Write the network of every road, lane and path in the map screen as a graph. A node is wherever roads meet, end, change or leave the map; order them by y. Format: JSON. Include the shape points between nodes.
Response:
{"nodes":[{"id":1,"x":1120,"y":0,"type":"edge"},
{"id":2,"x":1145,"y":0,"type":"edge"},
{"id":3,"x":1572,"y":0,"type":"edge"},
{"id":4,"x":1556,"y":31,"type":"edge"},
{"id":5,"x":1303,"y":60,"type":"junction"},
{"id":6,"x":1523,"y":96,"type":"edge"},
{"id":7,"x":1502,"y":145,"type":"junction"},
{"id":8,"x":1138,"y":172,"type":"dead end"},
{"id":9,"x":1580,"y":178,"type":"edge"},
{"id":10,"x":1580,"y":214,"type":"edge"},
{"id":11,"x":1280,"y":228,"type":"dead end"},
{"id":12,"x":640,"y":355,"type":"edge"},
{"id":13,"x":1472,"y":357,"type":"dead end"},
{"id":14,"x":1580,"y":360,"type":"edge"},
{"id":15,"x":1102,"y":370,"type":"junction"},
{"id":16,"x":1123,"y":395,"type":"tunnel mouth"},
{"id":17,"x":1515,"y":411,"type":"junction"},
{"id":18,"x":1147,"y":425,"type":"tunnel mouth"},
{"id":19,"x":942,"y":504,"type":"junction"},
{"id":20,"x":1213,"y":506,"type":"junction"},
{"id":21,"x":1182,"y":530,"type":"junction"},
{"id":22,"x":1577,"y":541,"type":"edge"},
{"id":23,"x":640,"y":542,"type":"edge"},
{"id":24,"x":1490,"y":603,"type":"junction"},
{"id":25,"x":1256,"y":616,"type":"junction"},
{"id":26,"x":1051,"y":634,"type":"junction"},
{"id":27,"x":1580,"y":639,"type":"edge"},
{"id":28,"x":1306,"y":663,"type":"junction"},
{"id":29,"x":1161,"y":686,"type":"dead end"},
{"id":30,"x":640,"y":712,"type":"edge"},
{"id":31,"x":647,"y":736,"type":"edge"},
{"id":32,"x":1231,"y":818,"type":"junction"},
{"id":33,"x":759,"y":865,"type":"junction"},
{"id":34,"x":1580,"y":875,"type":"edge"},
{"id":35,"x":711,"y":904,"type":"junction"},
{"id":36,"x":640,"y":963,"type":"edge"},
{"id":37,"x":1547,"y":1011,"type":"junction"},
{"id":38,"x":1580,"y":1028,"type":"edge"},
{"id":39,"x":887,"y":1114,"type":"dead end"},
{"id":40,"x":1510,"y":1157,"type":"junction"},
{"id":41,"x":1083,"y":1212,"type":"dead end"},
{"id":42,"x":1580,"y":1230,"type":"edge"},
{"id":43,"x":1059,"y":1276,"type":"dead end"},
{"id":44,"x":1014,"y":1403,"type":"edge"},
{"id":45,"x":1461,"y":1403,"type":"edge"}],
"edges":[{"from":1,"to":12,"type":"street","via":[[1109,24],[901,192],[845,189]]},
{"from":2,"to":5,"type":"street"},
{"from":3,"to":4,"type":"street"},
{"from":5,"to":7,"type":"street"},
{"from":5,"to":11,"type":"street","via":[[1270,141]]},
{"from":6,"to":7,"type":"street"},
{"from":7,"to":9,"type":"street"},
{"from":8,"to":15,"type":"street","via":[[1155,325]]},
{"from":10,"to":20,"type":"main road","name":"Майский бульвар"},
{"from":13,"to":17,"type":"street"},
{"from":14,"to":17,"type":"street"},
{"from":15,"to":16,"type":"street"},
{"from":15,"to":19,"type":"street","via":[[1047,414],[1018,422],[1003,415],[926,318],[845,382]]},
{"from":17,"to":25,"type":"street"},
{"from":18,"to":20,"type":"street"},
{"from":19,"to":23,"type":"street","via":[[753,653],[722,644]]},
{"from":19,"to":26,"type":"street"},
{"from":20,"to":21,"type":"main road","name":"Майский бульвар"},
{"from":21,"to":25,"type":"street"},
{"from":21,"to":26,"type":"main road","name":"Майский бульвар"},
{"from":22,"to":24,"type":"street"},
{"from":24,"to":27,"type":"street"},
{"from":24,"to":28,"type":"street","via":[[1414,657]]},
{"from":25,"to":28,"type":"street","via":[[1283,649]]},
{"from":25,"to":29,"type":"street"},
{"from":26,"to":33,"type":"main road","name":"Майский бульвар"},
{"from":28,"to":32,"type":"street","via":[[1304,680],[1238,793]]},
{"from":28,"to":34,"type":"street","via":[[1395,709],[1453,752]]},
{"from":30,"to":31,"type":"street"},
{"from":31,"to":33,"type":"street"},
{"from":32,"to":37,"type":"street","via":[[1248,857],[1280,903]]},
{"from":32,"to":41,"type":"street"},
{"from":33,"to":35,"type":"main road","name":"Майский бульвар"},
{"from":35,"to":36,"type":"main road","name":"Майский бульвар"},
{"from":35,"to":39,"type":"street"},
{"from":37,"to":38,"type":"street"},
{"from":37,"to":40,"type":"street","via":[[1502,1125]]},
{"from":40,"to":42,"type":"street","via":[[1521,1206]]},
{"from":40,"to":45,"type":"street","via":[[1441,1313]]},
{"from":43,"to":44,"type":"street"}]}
...
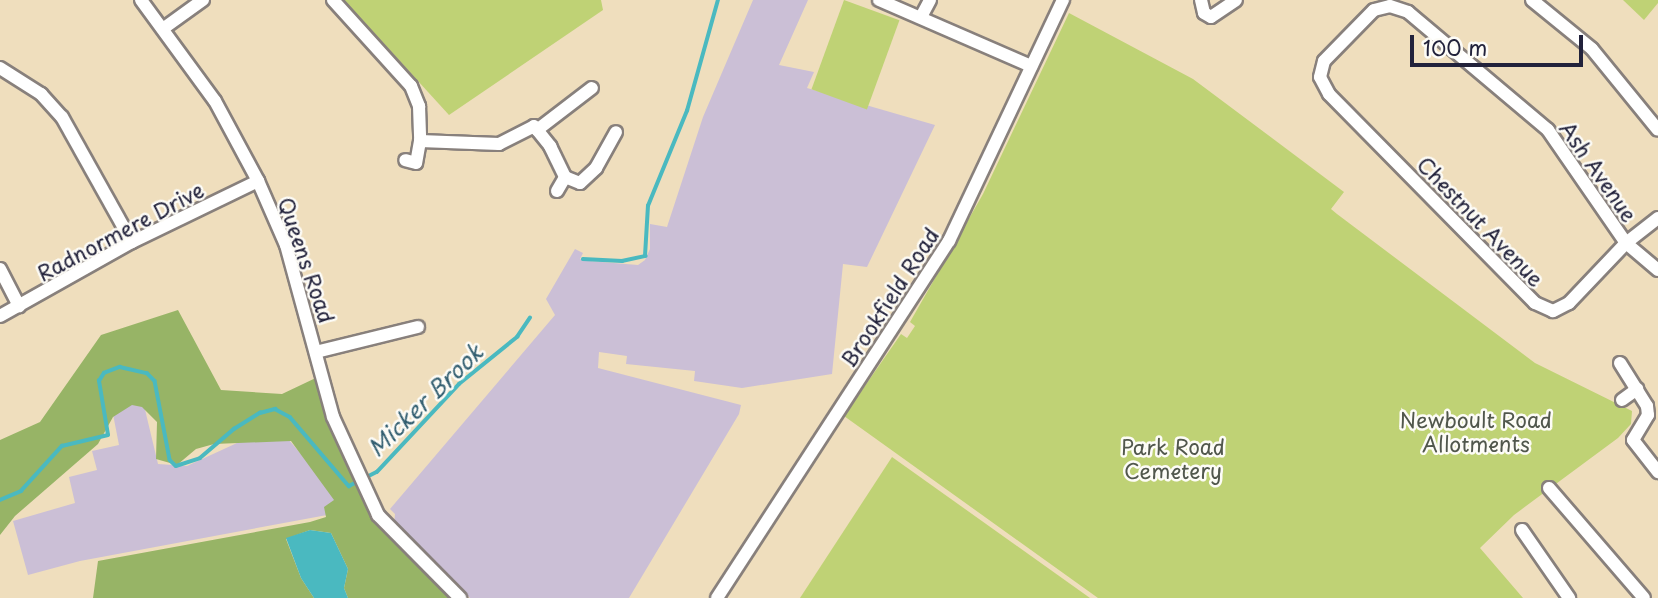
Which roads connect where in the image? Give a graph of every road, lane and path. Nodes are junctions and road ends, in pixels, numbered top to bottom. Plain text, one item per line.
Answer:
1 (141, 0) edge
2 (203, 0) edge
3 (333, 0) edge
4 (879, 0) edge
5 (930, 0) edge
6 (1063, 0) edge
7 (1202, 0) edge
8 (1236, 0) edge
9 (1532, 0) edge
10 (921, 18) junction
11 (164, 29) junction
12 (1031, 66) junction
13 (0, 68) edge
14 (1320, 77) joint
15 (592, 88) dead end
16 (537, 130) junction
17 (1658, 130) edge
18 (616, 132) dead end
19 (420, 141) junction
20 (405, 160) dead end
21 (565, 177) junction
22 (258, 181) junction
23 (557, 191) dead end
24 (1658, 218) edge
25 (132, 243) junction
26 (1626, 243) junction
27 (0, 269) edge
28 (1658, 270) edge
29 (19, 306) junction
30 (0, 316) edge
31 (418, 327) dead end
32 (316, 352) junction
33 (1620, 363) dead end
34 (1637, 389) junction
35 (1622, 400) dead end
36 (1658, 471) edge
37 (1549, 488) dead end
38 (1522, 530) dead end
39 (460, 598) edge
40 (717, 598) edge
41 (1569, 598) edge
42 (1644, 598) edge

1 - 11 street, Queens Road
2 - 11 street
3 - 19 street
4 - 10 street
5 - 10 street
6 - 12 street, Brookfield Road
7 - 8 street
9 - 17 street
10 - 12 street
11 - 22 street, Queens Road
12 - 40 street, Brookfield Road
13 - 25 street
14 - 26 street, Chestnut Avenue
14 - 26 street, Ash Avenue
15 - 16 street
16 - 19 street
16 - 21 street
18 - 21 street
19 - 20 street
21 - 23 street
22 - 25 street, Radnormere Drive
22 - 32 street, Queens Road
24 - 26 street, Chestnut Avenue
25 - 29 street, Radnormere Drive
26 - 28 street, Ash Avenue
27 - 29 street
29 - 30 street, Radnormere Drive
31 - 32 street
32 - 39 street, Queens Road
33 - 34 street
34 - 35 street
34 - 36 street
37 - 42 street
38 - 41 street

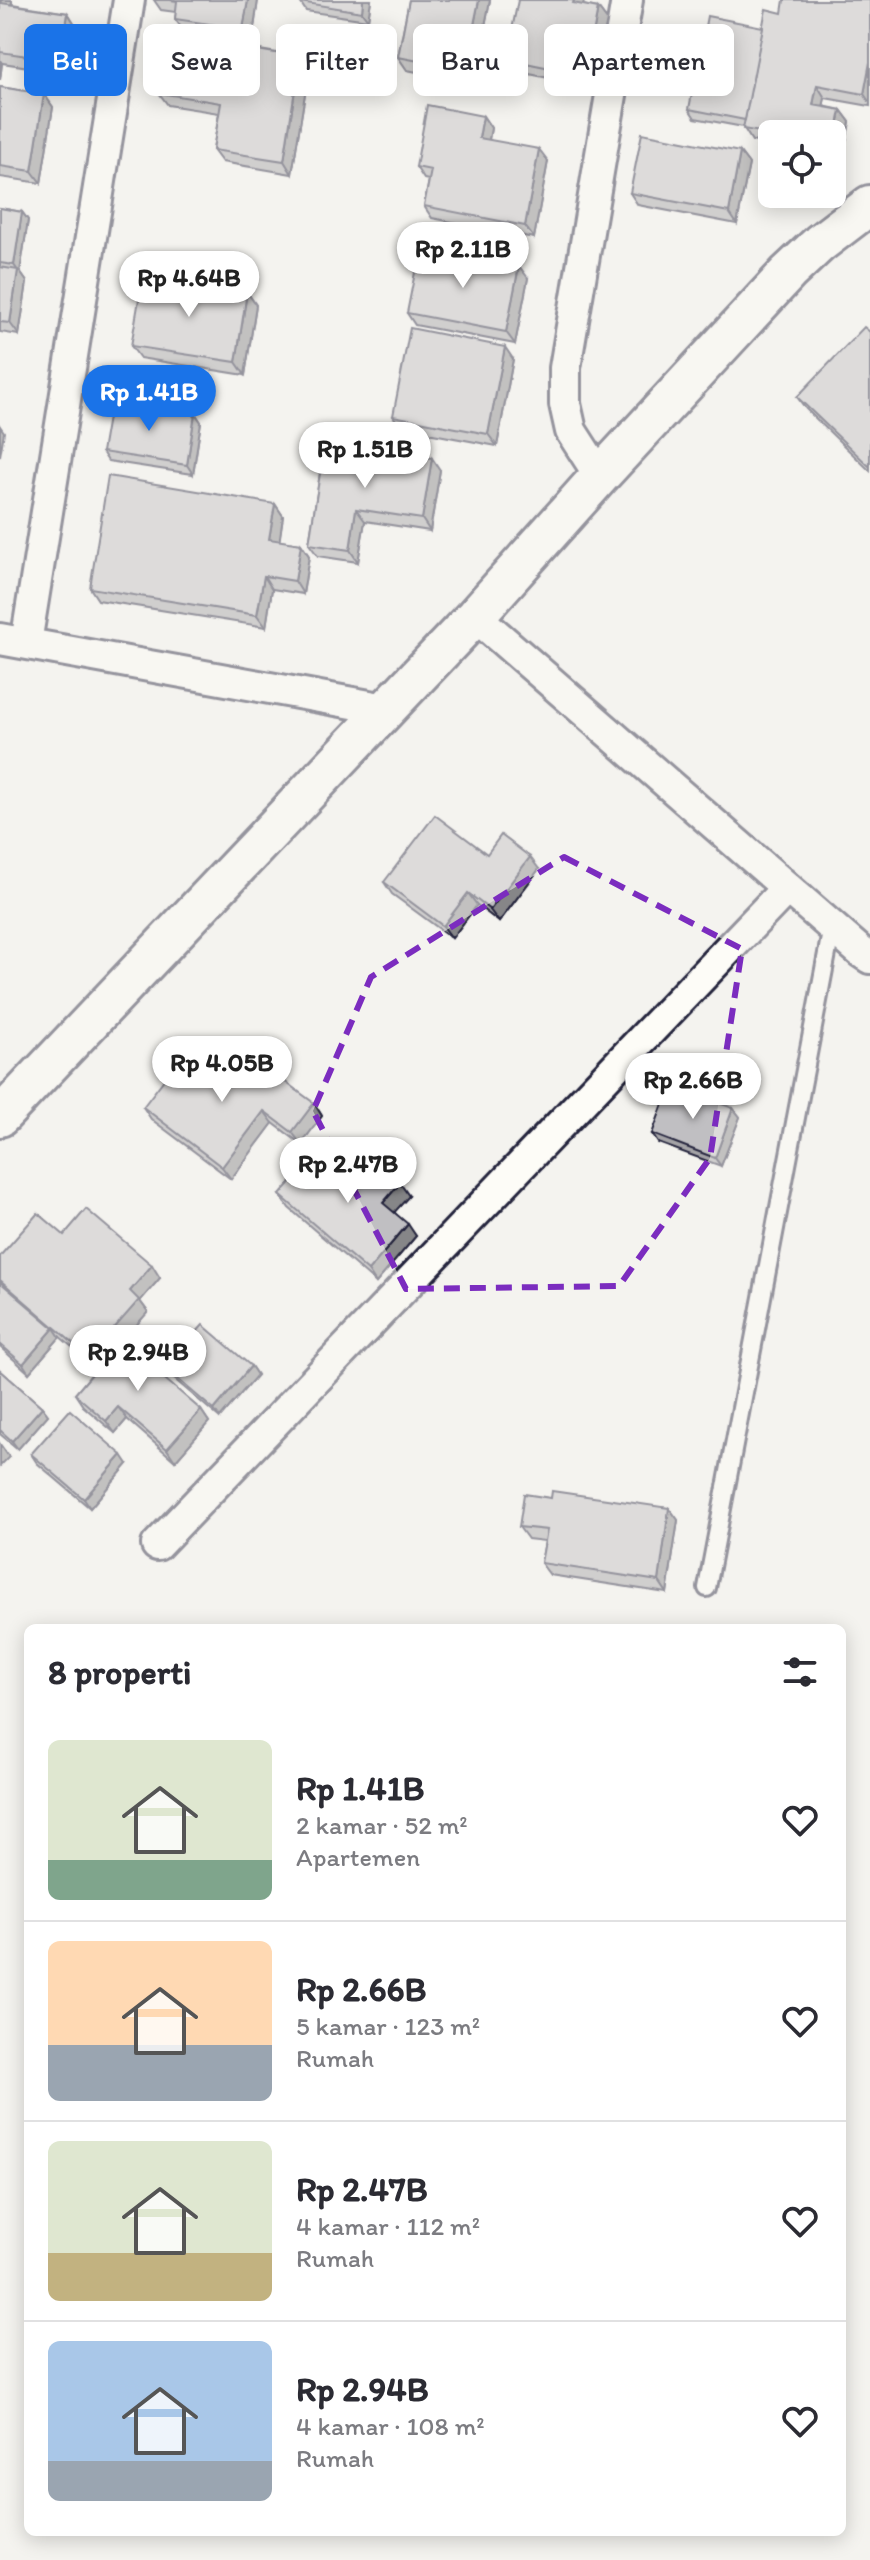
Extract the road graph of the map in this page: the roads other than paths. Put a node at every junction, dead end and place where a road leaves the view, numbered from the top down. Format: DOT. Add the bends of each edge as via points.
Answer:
---
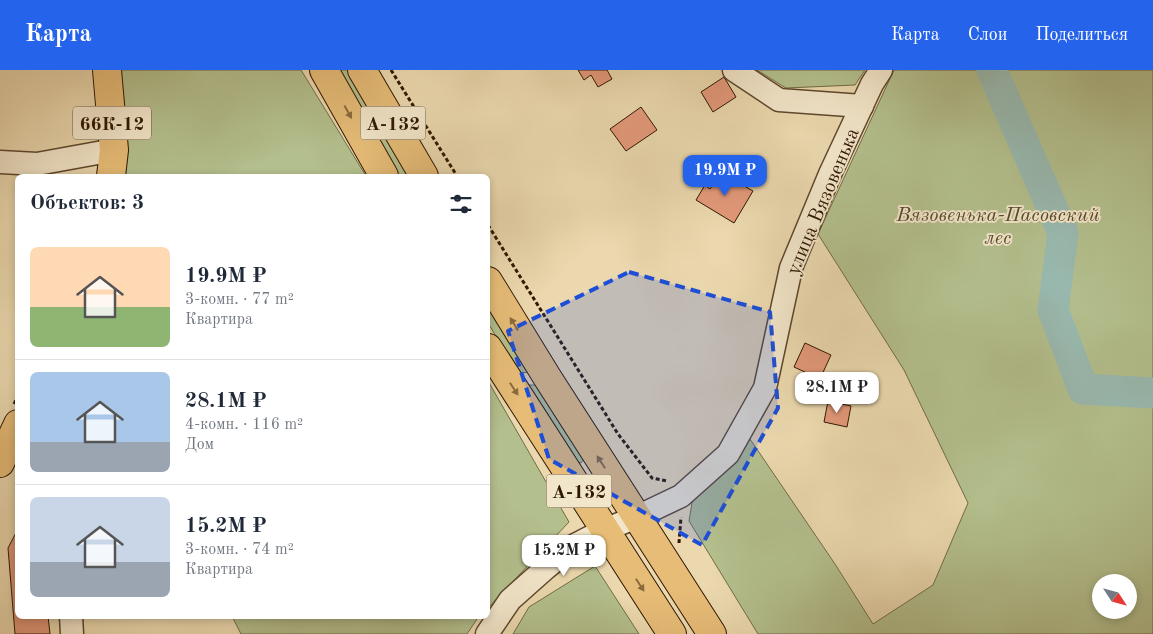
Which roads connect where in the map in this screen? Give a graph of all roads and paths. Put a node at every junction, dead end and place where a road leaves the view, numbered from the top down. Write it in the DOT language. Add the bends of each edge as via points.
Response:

● What needs to be done
For the string "Which", find every line of the material that contains it, and copy each one.

● Output for this exercise
Which roads connect where in the image? Give a graph of every road, lane and path. Nodes are junctions and road ends, in pixels, numbered top to bottom. Plain text, one item per line.
Which roads connect where in the map in this screen? Give a graph of all roads and paths. Put a node at every junction, dead end and place where a road leaves the view, numbered from the top down. Write it in the DOT language. Add the bends of each edge as via points.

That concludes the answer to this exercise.